Rather than take the time to build a data store as described in the Google paper on efficient simhash querying, we wanted to use an existing database to accomplish the same thing. To this end, we were willing to take a slight performance hit to avoid having to spend the development time working on a more performant solution.
We tried a few backends, including cassandra
, mongodb
and riak
. Because
we have elected to not install the dependencies of all of these clients, you'll
have to make sure you have the appropriate client library (pycassa
,
pymongo
, riak-python-client
) installed before using your selected backend.

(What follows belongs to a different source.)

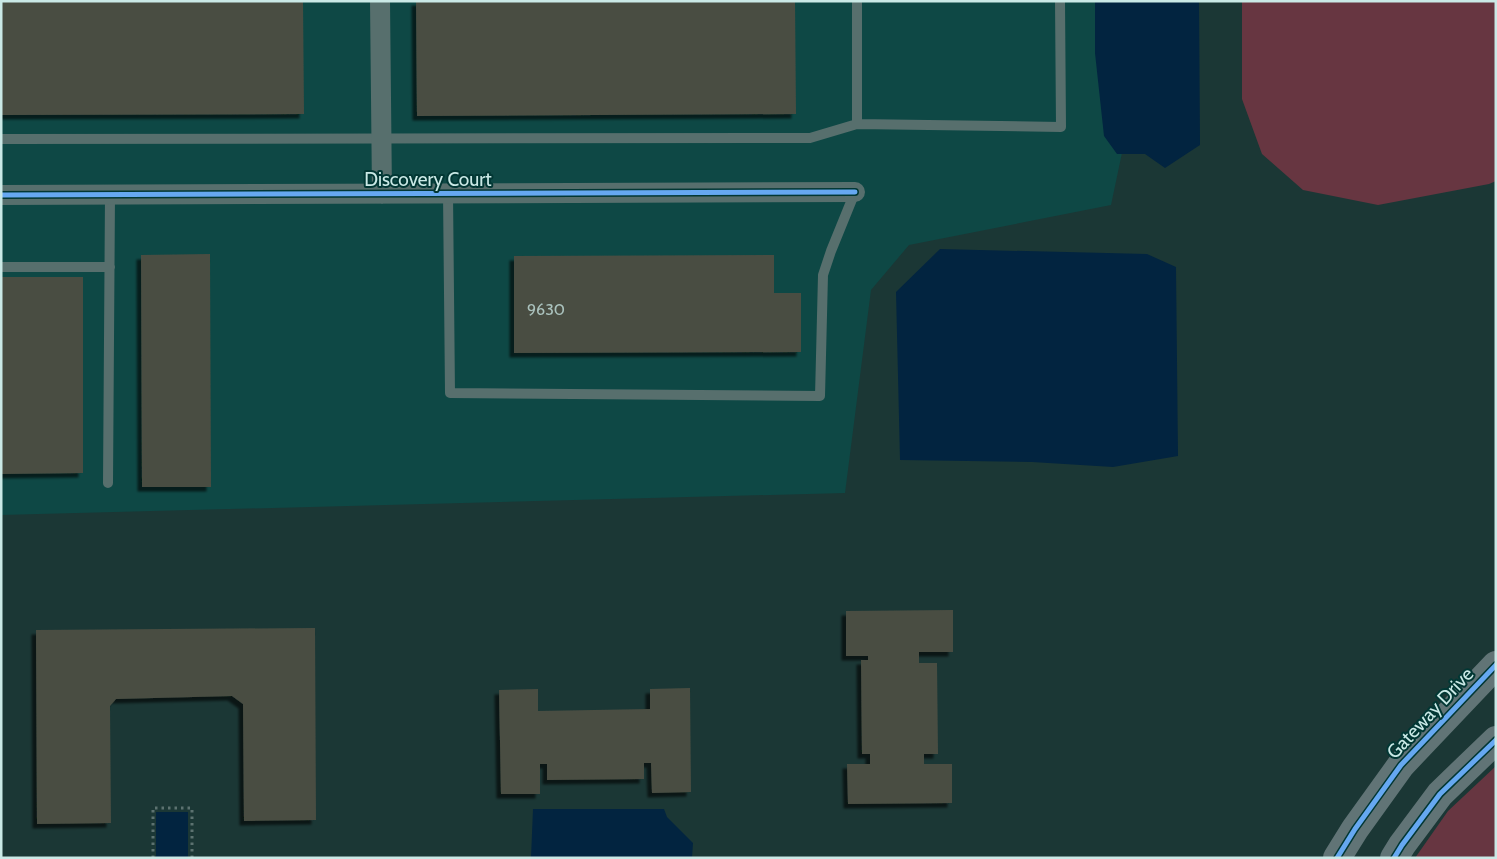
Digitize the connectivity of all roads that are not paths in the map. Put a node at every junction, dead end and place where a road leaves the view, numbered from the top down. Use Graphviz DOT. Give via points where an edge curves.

First, you'll have to make a client, providing your chosen backend, the name of the collection of hashes you'd like to use, the number of blocks you'd like to use, the threshold for number of differing bits before considering documents near-duplicates, and any initializing arguments to create that client (such as a list of servers):
from simhash_db import Client as Simdbclient
# Connect to Riak
client = Simdbclient('riak', name='testing', num_blocks=6, num_bits=3,
host='...', port=...,)
With a client in hand, you can begin to insert simhashes into the database:
# Insert a single value
client.insert(12345)
# Insert multiple values
client.insert([12345, 54321, ..., ...])
In some cases, it's only necessary to find a single near-duplicate simhash, in
which case you can find_one
:
# Find one near-duplicate hash of my query
match = client.find_one(12346)
# If the provided argument is a list, then a list is returned where each
# position in the resultant array is associated with the corresponding
# position in the query
query = [12346, 64321, ..., ...]
matches = client.find_one(query)
# This is amenable to turning into a dictionary, for example:
results = dict(zip(query, matches))
In other cases, where we'd like to find all near-duplicates of a query:
# Find all near-duplicates of the provided hash
matches = client.find_all(12346)
# Same as `find_one`, `find_all` can accept a list argument
matches = client.find_all([12346, 64321, ..., ...])